*** Begin section ***
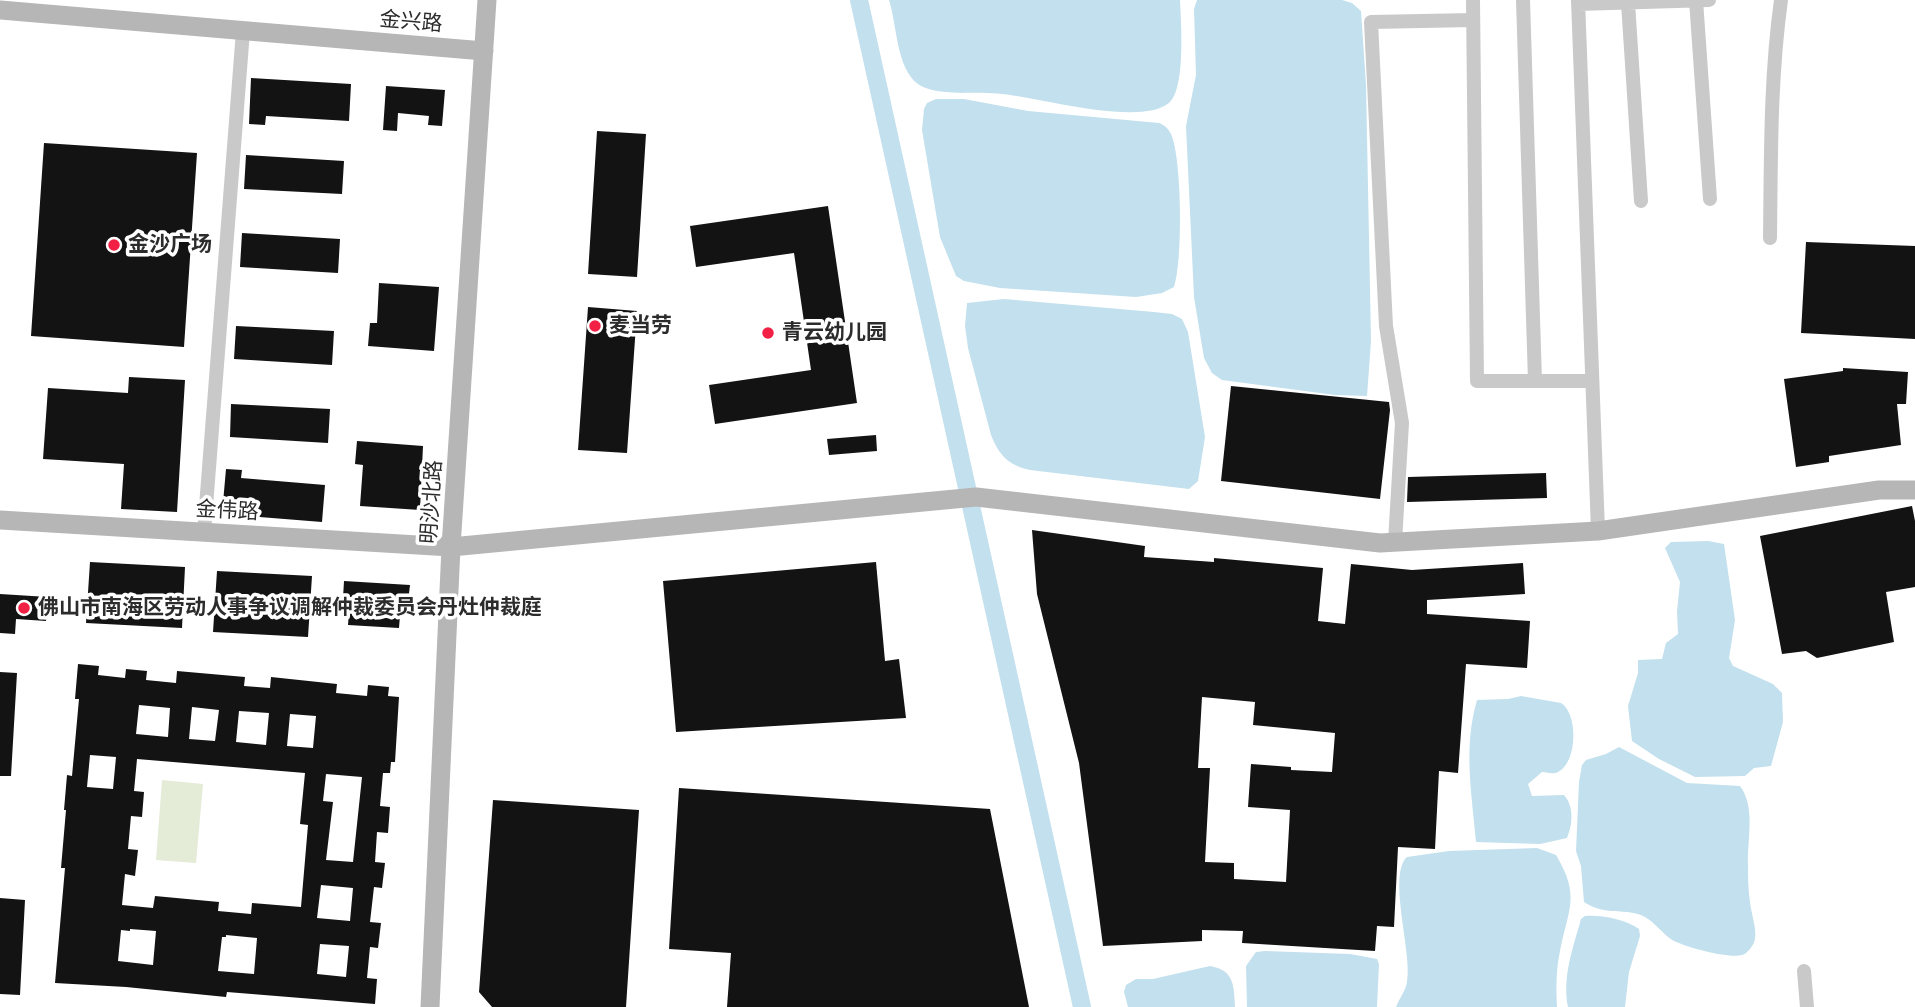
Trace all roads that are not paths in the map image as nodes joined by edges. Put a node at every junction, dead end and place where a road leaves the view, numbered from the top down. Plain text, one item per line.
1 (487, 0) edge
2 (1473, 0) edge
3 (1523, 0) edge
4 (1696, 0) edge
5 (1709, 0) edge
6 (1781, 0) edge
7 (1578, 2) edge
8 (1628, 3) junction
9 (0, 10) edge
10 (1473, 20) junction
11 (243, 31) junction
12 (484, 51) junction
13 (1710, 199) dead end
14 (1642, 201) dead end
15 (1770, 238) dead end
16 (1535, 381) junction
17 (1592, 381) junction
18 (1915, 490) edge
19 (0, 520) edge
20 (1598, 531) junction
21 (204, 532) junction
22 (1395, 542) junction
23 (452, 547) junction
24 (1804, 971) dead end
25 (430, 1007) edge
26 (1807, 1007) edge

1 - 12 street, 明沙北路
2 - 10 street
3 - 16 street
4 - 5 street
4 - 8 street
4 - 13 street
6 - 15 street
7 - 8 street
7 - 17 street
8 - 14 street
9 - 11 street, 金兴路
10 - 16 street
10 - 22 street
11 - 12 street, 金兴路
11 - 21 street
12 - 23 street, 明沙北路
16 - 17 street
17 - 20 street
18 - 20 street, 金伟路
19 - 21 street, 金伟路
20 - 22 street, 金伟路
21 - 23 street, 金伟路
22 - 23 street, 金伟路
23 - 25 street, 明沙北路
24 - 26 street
*** End section ***
• **TASK GOAL**: Quote the records in their entirety, keeping the wording exact and excluding pictures.

• **TASK RESPONSE**:
Trace all roads that are not paths in the map image as nodes joined by edges. Put a node at every junction, dead end and place where a road leaves the view, numbered from the top down. Plain text, one item per line.
1 (487, 0) edge
2 (1473, 0) edge
3 (1523, 0) edge
4 (1696, 0) edge
5 (1709, 0) edge
6 (1781, 0) edge
7 (1578, 2) edge
8 (1628, 3) junction
9 (0, 10) edge
10 (1473, 20) junction
11 (243, 31) junction
12 (484, 51) junction
13 (1710, 199) dead end
14 (1642, 201) dead end
15 (1770, 238) dead end
16 (1535, 381) junction
17 (1592, 381) junction
18 (1915, 490) edge
19 (0, 520) edge
20 (1598, 531) junction
21 (204, 532) junction
22 (1395, 542) junction
23 (452, 547) junction
24 (1804, 971) dead end
25 (430, 1007) edge
26 (1807, 1007) edge

1 - 12 street, 明沙北路
2 - 10 street
3 - 16 street
4 - 5 street
4 - 8 street
4 - 13 street
6 - 15 street
7 - 8 street
7 - 17 street
8 - 14 street
9 - 11 street, 金兴路
10 - 16 street
10 - 22 street
11 - 12 street, 金兴路
11 - 21 street
12 - 23 street, 明沙北路
16 - 17 street
17 - 20 street
18 - 20 street, 金伟路
19 - 21 street, 金伟路
20 - 22 street, 金伟路
21 - 23 street, 金伟路
22 - 23 street, 金伟路
23 - 25 street, 明沙北路
24 - 26 street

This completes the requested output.